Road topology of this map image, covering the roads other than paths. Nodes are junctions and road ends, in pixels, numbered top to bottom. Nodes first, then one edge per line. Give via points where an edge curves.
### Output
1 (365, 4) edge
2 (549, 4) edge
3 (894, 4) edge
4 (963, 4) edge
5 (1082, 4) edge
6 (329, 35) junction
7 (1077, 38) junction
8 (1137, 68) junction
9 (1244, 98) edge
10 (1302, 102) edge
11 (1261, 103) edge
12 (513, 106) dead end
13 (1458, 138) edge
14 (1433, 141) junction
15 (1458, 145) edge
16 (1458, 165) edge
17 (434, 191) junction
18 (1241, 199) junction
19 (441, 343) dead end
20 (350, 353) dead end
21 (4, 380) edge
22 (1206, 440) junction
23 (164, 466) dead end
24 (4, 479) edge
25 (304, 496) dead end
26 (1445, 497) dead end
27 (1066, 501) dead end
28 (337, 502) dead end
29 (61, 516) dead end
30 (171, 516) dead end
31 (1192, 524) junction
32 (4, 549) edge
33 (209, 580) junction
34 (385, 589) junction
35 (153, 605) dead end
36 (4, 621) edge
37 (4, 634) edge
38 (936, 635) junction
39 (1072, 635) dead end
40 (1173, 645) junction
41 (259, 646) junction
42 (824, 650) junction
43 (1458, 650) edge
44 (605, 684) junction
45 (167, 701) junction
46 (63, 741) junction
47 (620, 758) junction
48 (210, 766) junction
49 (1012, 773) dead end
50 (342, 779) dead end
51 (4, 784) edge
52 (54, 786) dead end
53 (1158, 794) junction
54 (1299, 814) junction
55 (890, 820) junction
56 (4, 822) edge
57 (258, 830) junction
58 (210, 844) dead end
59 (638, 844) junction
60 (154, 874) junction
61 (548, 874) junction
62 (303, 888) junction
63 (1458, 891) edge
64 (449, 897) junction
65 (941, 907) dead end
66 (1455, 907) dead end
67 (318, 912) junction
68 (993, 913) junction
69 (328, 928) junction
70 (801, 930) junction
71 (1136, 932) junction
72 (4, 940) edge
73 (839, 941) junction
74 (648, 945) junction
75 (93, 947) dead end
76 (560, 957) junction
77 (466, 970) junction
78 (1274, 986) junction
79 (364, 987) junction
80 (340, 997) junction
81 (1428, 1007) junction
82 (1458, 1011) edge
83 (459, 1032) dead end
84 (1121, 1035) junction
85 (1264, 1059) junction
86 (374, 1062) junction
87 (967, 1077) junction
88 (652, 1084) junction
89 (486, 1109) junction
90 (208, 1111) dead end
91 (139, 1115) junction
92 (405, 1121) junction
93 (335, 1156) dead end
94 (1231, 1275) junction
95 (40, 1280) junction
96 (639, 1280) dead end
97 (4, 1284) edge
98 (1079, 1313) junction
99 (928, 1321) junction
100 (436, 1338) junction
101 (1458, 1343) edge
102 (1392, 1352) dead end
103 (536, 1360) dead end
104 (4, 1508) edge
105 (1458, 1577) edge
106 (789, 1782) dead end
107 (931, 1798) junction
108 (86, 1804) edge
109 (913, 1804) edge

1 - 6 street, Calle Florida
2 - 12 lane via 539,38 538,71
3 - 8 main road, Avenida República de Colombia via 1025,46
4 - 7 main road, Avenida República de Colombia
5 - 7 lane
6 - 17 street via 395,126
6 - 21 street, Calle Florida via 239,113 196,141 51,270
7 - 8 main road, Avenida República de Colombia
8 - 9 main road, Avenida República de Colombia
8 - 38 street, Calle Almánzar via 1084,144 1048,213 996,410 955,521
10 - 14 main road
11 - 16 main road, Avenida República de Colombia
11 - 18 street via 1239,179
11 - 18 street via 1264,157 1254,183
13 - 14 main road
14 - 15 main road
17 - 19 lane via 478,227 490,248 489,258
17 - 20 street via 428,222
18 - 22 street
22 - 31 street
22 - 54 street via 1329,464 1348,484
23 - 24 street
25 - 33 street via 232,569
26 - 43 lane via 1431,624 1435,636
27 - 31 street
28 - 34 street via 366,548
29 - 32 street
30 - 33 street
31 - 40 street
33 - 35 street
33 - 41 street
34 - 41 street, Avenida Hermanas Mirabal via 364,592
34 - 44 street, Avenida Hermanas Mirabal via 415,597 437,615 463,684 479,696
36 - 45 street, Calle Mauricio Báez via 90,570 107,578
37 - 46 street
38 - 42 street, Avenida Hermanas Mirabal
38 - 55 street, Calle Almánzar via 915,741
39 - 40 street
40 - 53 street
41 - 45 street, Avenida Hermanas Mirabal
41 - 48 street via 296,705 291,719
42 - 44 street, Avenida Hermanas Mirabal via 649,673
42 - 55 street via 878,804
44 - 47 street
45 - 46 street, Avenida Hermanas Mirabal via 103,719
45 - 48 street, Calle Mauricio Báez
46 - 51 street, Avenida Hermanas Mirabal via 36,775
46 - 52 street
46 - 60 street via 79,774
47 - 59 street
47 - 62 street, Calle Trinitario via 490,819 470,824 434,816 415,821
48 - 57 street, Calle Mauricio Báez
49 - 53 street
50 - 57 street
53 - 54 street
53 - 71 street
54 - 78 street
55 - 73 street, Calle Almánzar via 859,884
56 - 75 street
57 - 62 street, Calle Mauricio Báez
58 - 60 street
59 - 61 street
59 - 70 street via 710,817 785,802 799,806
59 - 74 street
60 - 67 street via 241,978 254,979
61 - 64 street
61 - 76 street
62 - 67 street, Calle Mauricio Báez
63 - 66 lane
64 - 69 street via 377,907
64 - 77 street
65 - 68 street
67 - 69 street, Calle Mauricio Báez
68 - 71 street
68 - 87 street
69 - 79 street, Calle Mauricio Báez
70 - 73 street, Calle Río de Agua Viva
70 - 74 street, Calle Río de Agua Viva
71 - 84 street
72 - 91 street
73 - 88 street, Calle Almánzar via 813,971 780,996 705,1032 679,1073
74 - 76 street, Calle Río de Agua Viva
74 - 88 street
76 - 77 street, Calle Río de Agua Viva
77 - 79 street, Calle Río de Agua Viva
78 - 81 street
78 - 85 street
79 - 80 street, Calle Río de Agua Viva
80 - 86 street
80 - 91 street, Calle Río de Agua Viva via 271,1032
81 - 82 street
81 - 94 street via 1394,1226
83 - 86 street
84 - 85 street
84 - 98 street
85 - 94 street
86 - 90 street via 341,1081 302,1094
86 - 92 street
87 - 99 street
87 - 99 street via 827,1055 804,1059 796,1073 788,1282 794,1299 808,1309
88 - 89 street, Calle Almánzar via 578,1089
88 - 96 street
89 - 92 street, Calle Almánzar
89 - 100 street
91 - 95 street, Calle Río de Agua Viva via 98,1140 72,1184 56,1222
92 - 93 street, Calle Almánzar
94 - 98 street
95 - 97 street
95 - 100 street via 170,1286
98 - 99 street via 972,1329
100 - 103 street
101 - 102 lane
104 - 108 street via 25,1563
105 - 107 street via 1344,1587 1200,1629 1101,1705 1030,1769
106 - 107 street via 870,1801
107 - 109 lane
==*==
## Work instruction
The records above are to be given again in full, exactly.

## Completed task
Road topology of this map image, covering the roads other than paths. Nodes are junctions and road ends, in pixels, numbered top to bottom. Nodes first, then one edge per line. Give via points where an edge curves.
### Output
1 (365, 4) edge
2 (549, 4) edge
3 (894, 4) edge
4 (963, 4) edge
5 (1082, 4) edge
6 (329, 35) junction
7 (1077, 38) junction
8 (1137, 68) junction
9 (1244, 98) edge
10 (1302, 102) edge
11 (1261, 103) edge
12 (513, 106) dead end
13 (1458, 138) edge
14 (1433, 141) junction
15 (1458, 145) edge
16 (1458, 165) edge
17 (434, 191) junction
18 (1241, 199) junction
19 (441, 343) dead end
20 (350, 353) dead end
21 (4, 380) edge
22 (1206, 440) junction
23 (164, 466) dead end
24 (4, 479) edge
25 (304, 496) dead end
26 (1445, 497) dead end
27 (1066, 501) dead end
28 (337, 502) dead end
29 (61, 516) dead end
30 (171, 516) dead end
31 (1192, 524) junction
32 (4, 549) edge
33 (209, 580) junction
34 (385, 589) junction
35 (153, 605) dead end
36 (4, 621) edge
37 (4, 634) edge
38 (936, 635) junction
39 (1072, 635) dead end
40 (1173, 645) junction
41 (259, 646) junction
42 (824, 650) junction
43 (1458, 650) edge
44 (605, 684) junction
45 (167, 701) junction
46 (63, 741) junction
47 (620, 758) junction
48 (210, 766) junction
49 (1012, 773) dead end
50 (342, 779) dead end
51 (4, 784) edge
52 (54, 786) dead end
53 (1158, 794) junction
54 (1299, 814) junction
55 (890, 820) junction
56 (4, 822) edge
57 (258, 830) junction
58 (210, 844) dead end
59 (638, 844) junction
60 (154, 874) junction
61 (548, 874) junction
62 (303, 888) junction
63 (1458, 891) edge
64 (449, 897) junction
65 (941, 907) dead end
66 (1455, 907) dead end
67 (318, 912) junction
68 (993, 913) junction
69 (328, 928) junction
70 (801, 930) junction
71 (1136, 932) junction
72 (4, 940) edge
73 (839, 941) junction
74 (648, 945) junction
75 (93, 947) dead end
76 (560, 957) junction
77 (466, 970) junction
78 (1274, 986) junction
79 (364, 987) junction
80 (340, 997) junction
81 (1428, 1007) junction
82 (1458, 1011) edge
83 (459, 1032) dead end
84 (1121, 1035) junction
85 (1264, 1059) junction
86 (374, 1062) junction
87 (967, 1077) junction
88 (652, 1084) junction
89 (486, 1109) junction
90 (208, 1111) dead end
91 (139, 1115) junction
92 (405, 1121) junction
93 (335, 1156) dead end
94 (1231, 1275) junction
95 (40, 1280) junction
96 (639, 1280) dead end
97 (4, 1284) edge
98 (1079, 1313) junction
99 (928, 1321) junction
100 (436, 1338) junction
101 (1458, 1343) edge
102 (1392, 1352) dead end
103 (536, 1360) dead end
104 (4, 1508) edge
105 (1458, 1577) edge
106 (789, 1782) dead end
107 (931, 1798) junction
108 (86, 1804) edge
109 (913, 1804) edge

1 - 6 street, Calle Florida
2 - 12 lane via 539,38 538,71
3 - 8 main road, Avenida República de Colombia via 1025,46
4 - 7 main road, Avenida República de Colombia
5 - 7 lane
6 - 17 street via 395,126
6 - 21 street, Calle Florida via 239,113 196,141 51,270
7 - 8 main road, Avenida República de Colombia
8 - 9 main road, Avenida República de Colombia
8 - 38 street, Calle Almánzar via 1084,144 1048,213 996,410 955,521
10 - 14 main road
11 - 16 main road, Avenida República de Colombia
11 - 18 street via 1239,179
11 - 18 street via 1264,157 1254,183
13 - 14 main road
14 - 15 main road
17 - 19 lane via 478,227 490,248 489,258
17 - 20 street via 428,222
18 - 22 street
22 - 31 street
22 - 54 street via 1329,464 1348,484
23 - 24 street
25 - 33 street via 232,569
26 - 43 lane via 1431,624 1435,636
27 - 31 street
28 - 34 street via 366,548
29 - 32 street
30 - 33 street
31 - 40 street
33 - 35 street
33 - 41 street
34 - 41 street, Avenida Hermanas Mirabal via 364,592
34 - 44 street, Avenida Hermanas Mirabal via 415,597 437,615 463,684 479,696
36 - 45 street, Calle Mauricio Báez via 90,570 107,578
37 - 46 street
38 - 42 street, Avenida Hermanas Mirabal
38 - 55 street, Calle Almánzar via 915,741
39 - 40 street
40 - 53 street
41 - 45 street, Avenida Hermanas Mirabal
41 - 48 street via 296,705 291,719
42 - 44 street, Avenida Hermanas Mirabal via 649,673
42 - 55 street via 878,804
44 - 47 street
45 - 46 street, Avenida Hermanas Mirabal via 103,719
45 - 48 street, Calle Mauricio Báez
46 - 51 street, Avenida Hermanas Mirabal via 36,775
46 - 52 street
46 - 60 street via 79,774
47 - 59 street
47 - 62 street, Calle Trinitario via 490,819 470,824 434,816 415,821
48 - 57 street, Calle Mauricio Báez
49 - 53 street
50 - 57 street
53 - 54 street
53 - 71 street
54 - 78 street
55 - 73 street, Calle Almánzar via 859,884
56 - 75 street
57 - 62 street, Calle Mauricio Báez
58 - 60 street
59 - 61 street
59 - 70 street via 710,817 785,802 799,806
59 - 74 street
60 - 67 street via 241,978 254,979
61 - 64 street
61 - 76 street
62 - 67 street, Calle Mauricio Báez
63 - 66 lane
64 - 69 street via 377,907
64 - 77 street
65 - 68 street
67 - 69 street, Calle Mauricio Báez
68 - 71 street
68 - 87 street
69 - 79 street, Calle Mauricio Báez
70 - 73 street, Calle Río de Agua Viva
70 - 74 street, Calle Río de Agua Viva
71 - 84 street
72 - 91 street
73 - 88 street, Calle Almánzar via 813,971 780,996 705,1032 679,1073
74 - 76 street, Calle Río de Agua Viva
74 - 88 street
76 - 77 street, Calle Río de Agua Viva
77 - 79 street, Calle Río de Agua Viva
78 - 81 street
78 - 85 street
79 - 80 street, Calle Río de Agua Viva
80 - 86 street
80 - 91 street, Calle Río de Agua Viva via 271,1032
81 - 82 street
81 - 94 street via 1394,1226
83 - 86 street
84 - 85 street
84 - 98 street
85 - 94 street
86 - 90 street via 341,1081 302,1094
86 - 92 street
87 - 99 street
87 - 99 street via 827,1055 804,1059 796,1073 788,1282 794,1299 808,1309
88 - 89 street, Calle Almánzar via 578,1089
88 - 96 street
89 - 92 street, Calle Almánzar
89 - 100 street
91 - 95 street, Calle Río de Agua Viva via 98,1140 72,1184 56,1222
92 - 93 street, Calle Almánzar
94 - 98 street
95 - 97 street
95 - 100 street via 170,1286
98 - 99 street via 972,1329
100 - 103 street
101 - 102 lane
104 - 108 street via 25,1563
105 - 107 street via 1344,1587 1200,1629 1101,1705 1030,1769
106 - 107 street via 870,1801
107 - 109 lane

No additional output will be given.